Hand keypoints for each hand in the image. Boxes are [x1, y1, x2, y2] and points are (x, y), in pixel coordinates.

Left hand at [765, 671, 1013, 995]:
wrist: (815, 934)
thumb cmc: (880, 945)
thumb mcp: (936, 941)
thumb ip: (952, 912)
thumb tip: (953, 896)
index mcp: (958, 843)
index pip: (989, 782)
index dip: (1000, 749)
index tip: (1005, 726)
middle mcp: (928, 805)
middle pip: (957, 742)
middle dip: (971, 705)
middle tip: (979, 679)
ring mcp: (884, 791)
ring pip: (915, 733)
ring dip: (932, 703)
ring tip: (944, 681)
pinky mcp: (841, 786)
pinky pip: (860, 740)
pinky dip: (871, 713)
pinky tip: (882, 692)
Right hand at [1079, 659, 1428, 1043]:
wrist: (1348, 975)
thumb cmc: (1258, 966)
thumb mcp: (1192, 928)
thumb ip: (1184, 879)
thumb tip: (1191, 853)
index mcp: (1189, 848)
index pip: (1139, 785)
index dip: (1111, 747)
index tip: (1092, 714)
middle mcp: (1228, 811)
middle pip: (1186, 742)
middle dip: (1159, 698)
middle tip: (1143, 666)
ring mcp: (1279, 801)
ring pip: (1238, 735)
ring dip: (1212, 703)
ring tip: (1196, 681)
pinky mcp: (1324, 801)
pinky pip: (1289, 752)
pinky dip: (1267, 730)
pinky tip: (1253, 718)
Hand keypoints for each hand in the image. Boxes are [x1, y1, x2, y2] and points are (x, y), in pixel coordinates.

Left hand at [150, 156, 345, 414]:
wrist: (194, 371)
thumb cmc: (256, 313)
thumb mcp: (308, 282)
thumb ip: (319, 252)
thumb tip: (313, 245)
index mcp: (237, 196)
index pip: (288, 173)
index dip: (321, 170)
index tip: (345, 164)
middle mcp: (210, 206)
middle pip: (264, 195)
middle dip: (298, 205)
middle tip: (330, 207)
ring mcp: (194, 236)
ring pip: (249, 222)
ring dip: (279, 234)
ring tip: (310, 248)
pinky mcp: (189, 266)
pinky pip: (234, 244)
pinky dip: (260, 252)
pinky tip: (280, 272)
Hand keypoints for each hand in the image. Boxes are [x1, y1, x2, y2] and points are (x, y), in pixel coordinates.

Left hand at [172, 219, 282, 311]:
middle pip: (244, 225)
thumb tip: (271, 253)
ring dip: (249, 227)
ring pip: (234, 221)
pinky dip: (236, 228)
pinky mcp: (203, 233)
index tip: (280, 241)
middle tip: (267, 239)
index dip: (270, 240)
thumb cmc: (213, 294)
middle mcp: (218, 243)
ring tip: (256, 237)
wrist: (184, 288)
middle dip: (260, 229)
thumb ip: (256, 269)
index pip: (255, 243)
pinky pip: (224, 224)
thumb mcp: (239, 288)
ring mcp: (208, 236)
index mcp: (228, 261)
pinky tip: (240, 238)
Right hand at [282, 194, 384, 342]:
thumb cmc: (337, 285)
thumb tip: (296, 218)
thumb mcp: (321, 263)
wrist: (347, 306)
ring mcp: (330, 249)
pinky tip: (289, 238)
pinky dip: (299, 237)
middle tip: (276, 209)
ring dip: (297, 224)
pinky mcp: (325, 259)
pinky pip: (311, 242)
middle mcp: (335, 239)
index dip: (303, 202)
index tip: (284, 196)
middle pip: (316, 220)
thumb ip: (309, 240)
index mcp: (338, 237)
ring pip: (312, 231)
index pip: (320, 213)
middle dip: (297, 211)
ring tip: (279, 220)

=====

Every entry, from first to last, is to be reproduced exactly.

Hand keypoints for each hand in the image. Boxes are [x1, y1, x2, y2] and points are (x, y), in pixel coordinates.

Left hand at [765, 671, 1013, 995]:
wrist: (815, 934)
thumb cmc: (880, 945)
thumb mcp: (936, 941)
thumb ip: (952, 912)
thumb tip: (953, 896)
index mcp: (958, 843)
index pip: (989, 782)
index dip: (1000, 749)
index tip: (1005, 726)
middle mcp: (928, 805)
middle pip: (957, 742)
middle dip: (971, 705)
middle tip: (979, 679)
ring mcp: (884, 791)
ring pip: (915, 733)
ring dip: (932, 703)
ring tip: (944, 681)
pinky mcp: (841, 786)
pinky pip: (860, 740)
pinky dip: (871, 713)
pinky tip: (882, 692)
Right hand at [1079, 659, 1428, 1043]:
wrist: (1348, 975)
thumb cmc: (1258, 966)
thumb mcp: (1192, 928)
thumb ip: (1184, 879)
thumb tip: (1191, 853)
index mcp: (1189, 848)
index pip: (1139, 785)
index dip: (1111, 747)
index tip: (1092, 714)
middle mcp: (1228, 811)
middle pip: (1186, 742)
middle dip: (1159, 698)
middle tip: (1143, 666)
ring mcp: (1279, 801)
ring pip: (1238, 735)
ring dip: (1212, 703)
ring tip: (1196, 681)
pinky mcp: (1324, 801)
pinky pip: (1289, 752)
pinky dip: (1267, 730)
pinky tip: (1253, 718)
Hand keypoints for each hand in the image. Boxes are [x1, y1, x2, y2] and points are (x, y), in pixel coordinates.

Left hand at [150, 156, 345, 414]:
wrist: (194, 371)
thumb cmc: (256, 313)
thumb mcp: (308, 282)
thumb ip: (319, 252)
thumb tip: (313, 245)
index mcp: (237, 196)
index pip: (288, 173)
index dip: (321, 170)
index tip: (345, 164)
middle mcp: (210, 206)
middle pip: (264, 195)
middle dip: (298, 205)
middle tip: (330, 207)
ring mcp: (194, 236)
ring pip: (249, 222)
ring dip: (279, 234)
ring tip: (310, 248)
pinky mcp: (189, 266)
pinky pip: (234, 244)
pinky dip: (260, 252)
pinky tip: (280, 272)
Hand keypoints for each hand in the image. Boxes are [x1, y1, x2, y2] and points are (x, y), in pixel coordinates.

Left hand at [172, 219, 282, 311]:
middle pip: (244, 225)
thumb tip: (271, 253)
ring dip: (249, 227)
ring pip: (234, 221)
pinky dip: (236, 228)
pinky mcp: (203, 233)
index tip: (280, 241)
middle tip: (267, 239)
index dip: (270, 240)
thumb cmc: (213, 294)
middle mcp: (218, 243)
ring tip: (256, 237)
wrist: (184, 288)
middle dip: (260, 229)
thumb ip: (256, 269)
index pip: (255, 243)
pinky pip: (224, 224)
thumb mcp: (239, 288)
ring mcp: (208, 236)
index mcp: (228, 261)
pinky tip: (240, 238)
Right hand at [282, 194, 384, 342]:
thumb cmc: (337, 285)
thumb tip: (296, 218)
thumb mcp: (321, 263)
wrist: (347, 306)
ring mcp: (330, 249)
pinky tip: (289, 238)
pinky dip: (299, 237)
middle tip: (276, 209)
ring dip: (297, 224)
pinky mcp: (325, 259)
pinky pip: (311, 242)
middle mcp: (335, 239)
index dip: (303, 202)
index tip: (284, 196)
middle pip: (316, 220)
thumb ip: (309, 240)
index mcp: (338, 237)
ring pip: (312, 231)
index pip: (320, 213)
middle dip: (297, 211)
ring tip: (279, 220)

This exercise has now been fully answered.